## What to work on
Whenever a line in the records below holds the string "Karlavägen", copy it out.

## Supplied data
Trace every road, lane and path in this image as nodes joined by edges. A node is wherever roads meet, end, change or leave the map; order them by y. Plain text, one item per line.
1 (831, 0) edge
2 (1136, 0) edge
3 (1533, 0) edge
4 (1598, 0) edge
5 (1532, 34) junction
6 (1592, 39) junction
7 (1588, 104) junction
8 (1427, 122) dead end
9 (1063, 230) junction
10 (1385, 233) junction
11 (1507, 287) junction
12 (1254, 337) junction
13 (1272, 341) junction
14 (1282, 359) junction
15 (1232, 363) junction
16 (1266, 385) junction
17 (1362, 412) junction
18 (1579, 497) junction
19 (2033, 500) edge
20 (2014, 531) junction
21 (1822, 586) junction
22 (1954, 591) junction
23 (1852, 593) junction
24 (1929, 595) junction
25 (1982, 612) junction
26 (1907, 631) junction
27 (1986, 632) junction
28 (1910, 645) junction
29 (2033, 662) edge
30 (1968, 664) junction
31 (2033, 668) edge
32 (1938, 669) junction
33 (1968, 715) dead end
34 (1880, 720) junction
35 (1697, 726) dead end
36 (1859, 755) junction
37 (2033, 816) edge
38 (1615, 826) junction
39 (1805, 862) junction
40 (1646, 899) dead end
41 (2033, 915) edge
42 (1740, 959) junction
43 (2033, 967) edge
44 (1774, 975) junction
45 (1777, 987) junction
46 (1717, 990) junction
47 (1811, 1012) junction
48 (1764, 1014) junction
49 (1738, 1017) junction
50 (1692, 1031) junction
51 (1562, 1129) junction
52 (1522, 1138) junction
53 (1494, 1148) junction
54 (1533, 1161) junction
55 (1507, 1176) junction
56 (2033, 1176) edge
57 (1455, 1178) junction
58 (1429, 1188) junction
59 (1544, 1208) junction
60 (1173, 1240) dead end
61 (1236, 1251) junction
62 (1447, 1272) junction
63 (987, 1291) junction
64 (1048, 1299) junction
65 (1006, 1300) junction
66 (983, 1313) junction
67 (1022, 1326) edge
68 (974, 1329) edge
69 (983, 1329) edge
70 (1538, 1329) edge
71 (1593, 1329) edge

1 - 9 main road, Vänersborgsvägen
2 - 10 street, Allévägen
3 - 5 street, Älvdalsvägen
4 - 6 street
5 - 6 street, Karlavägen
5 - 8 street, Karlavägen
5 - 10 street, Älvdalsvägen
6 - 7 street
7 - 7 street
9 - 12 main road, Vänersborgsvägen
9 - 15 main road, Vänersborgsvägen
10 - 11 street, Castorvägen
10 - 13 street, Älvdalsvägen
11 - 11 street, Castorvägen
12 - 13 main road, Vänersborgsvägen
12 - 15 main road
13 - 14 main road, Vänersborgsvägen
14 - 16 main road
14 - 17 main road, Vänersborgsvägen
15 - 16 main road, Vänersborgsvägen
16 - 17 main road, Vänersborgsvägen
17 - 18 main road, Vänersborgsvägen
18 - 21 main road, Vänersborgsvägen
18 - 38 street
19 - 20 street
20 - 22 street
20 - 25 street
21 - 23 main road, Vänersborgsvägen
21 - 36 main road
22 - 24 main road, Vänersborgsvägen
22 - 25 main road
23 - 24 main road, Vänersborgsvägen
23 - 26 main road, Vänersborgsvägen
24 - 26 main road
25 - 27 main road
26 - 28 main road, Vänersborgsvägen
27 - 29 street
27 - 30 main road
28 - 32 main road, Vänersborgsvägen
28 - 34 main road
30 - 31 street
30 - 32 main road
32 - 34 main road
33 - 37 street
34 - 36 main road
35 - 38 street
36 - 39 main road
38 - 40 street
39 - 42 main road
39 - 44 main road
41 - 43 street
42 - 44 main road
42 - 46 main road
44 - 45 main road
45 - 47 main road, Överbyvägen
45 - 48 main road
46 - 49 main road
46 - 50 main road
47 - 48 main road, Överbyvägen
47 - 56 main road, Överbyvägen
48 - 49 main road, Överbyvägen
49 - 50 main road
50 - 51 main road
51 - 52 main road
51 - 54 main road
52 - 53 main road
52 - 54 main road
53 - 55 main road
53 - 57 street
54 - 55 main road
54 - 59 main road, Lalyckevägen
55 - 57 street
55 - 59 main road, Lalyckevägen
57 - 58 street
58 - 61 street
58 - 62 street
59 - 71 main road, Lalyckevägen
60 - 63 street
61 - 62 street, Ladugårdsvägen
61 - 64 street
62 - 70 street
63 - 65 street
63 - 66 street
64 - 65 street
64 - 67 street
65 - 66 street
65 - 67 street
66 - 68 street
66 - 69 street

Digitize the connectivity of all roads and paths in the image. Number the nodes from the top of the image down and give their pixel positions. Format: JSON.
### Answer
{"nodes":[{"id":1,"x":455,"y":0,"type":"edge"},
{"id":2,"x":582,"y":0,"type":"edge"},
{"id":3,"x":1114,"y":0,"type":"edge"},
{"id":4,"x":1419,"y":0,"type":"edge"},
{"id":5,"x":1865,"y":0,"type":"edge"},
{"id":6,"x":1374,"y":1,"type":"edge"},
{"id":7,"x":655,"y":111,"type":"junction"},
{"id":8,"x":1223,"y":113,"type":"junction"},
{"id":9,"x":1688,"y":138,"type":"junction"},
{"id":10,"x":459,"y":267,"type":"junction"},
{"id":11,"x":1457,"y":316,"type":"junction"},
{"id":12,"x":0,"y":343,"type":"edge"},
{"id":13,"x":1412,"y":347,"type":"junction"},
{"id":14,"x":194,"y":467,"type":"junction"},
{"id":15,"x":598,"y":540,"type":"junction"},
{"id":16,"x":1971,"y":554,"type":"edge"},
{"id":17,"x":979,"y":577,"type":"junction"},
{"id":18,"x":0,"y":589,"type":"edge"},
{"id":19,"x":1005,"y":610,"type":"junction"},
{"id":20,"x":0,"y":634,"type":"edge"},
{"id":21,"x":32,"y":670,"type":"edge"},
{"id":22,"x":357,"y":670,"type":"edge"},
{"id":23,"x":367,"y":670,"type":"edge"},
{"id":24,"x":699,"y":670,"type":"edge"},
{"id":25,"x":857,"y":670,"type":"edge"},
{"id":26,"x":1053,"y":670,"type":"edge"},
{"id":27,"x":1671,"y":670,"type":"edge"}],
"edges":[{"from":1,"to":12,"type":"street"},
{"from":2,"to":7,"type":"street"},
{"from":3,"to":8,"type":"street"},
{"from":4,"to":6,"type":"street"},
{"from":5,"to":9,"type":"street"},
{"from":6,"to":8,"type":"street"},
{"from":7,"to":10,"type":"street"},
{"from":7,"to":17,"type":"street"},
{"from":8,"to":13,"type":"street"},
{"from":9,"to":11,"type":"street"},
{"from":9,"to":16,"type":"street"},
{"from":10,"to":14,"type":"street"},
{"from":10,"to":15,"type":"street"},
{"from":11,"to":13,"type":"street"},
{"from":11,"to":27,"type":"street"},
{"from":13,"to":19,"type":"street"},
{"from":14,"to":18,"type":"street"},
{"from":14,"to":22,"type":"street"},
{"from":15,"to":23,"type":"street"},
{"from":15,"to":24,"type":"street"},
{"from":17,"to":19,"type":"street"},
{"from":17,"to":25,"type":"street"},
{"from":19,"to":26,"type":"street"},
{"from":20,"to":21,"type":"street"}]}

## Worked solution
5 - 6 street, Karlavägen
5 - 8 street, Karlavägen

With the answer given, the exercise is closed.